§ **Task to carry out**: If a line of the entries below includes the word "Right", it counts; state the total and nothing further.

── Exercise input ──

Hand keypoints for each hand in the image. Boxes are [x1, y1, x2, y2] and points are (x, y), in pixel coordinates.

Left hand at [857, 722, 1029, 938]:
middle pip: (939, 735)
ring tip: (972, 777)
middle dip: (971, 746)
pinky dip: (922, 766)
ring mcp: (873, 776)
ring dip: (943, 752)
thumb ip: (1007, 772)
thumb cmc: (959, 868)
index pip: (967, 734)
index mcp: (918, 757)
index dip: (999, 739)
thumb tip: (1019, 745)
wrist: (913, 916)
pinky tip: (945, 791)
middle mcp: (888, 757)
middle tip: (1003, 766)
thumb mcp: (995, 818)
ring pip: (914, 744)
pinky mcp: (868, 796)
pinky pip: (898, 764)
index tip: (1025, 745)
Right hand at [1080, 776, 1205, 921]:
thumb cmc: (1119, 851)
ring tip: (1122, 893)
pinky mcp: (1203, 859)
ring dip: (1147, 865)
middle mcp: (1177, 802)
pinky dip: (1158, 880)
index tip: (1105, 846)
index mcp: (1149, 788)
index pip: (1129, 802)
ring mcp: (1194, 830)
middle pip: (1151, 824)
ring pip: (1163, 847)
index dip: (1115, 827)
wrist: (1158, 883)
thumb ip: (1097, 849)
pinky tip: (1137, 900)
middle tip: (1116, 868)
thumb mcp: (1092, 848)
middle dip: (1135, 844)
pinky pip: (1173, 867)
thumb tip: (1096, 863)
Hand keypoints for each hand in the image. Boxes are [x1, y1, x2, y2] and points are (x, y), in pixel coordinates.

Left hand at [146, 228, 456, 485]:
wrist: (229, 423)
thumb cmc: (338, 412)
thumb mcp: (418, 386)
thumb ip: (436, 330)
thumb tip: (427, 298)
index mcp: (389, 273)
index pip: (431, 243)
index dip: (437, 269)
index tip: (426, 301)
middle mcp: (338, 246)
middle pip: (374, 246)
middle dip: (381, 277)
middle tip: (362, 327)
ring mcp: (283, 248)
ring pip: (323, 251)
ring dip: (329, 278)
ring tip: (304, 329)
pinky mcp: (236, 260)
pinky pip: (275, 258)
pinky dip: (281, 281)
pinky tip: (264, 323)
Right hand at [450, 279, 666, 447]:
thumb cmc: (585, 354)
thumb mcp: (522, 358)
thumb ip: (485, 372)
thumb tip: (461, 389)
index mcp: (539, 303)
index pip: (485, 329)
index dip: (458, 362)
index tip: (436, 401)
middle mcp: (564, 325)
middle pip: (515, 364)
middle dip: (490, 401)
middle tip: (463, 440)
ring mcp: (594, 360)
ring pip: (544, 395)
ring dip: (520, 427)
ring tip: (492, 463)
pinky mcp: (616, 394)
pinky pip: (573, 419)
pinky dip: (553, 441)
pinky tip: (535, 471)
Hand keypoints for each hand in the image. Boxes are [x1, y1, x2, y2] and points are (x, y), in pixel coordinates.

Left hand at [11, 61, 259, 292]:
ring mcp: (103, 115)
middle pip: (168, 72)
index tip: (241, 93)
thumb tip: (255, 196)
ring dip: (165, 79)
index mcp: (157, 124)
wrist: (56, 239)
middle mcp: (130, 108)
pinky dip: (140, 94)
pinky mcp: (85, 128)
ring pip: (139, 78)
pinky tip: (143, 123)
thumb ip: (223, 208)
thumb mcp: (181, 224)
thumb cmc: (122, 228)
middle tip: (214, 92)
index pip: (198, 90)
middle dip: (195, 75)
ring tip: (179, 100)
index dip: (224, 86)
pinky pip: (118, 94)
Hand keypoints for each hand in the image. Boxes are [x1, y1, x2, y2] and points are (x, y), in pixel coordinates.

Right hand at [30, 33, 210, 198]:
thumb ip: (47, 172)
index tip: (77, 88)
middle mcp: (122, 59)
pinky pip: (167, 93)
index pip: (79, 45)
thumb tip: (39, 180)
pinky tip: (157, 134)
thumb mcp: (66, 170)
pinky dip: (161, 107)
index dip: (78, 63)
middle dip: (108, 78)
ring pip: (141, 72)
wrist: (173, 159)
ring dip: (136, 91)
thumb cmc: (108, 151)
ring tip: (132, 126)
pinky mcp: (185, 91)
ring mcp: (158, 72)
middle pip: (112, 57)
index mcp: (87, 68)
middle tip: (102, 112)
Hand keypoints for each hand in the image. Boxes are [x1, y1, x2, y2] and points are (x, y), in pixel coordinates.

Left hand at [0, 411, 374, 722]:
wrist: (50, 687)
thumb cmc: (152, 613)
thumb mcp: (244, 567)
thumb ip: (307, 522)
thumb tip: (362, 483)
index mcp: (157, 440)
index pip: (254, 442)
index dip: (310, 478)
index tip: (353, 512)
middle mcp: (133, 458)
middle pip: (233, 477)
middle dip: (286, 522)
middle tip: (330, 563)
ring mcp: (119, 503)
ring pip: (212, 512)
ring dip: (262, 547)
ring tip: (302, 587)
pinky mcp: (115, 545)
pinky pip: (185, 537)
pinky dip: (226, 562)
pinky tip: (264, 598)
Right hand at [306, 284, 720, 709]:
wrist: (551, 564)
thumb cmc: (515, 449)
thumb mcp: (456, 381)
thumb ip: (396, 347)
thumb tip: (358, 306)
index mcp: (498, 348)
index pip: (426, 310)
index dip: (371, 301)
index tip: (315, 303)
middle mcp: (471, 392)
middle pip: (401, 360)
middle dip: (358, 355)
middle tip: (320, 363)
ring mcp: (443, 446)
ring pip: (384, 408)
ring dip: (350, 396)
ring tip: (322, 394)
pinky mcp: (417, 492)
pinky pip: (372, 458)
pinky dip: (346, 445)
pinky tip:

───

§ **Reply**: 4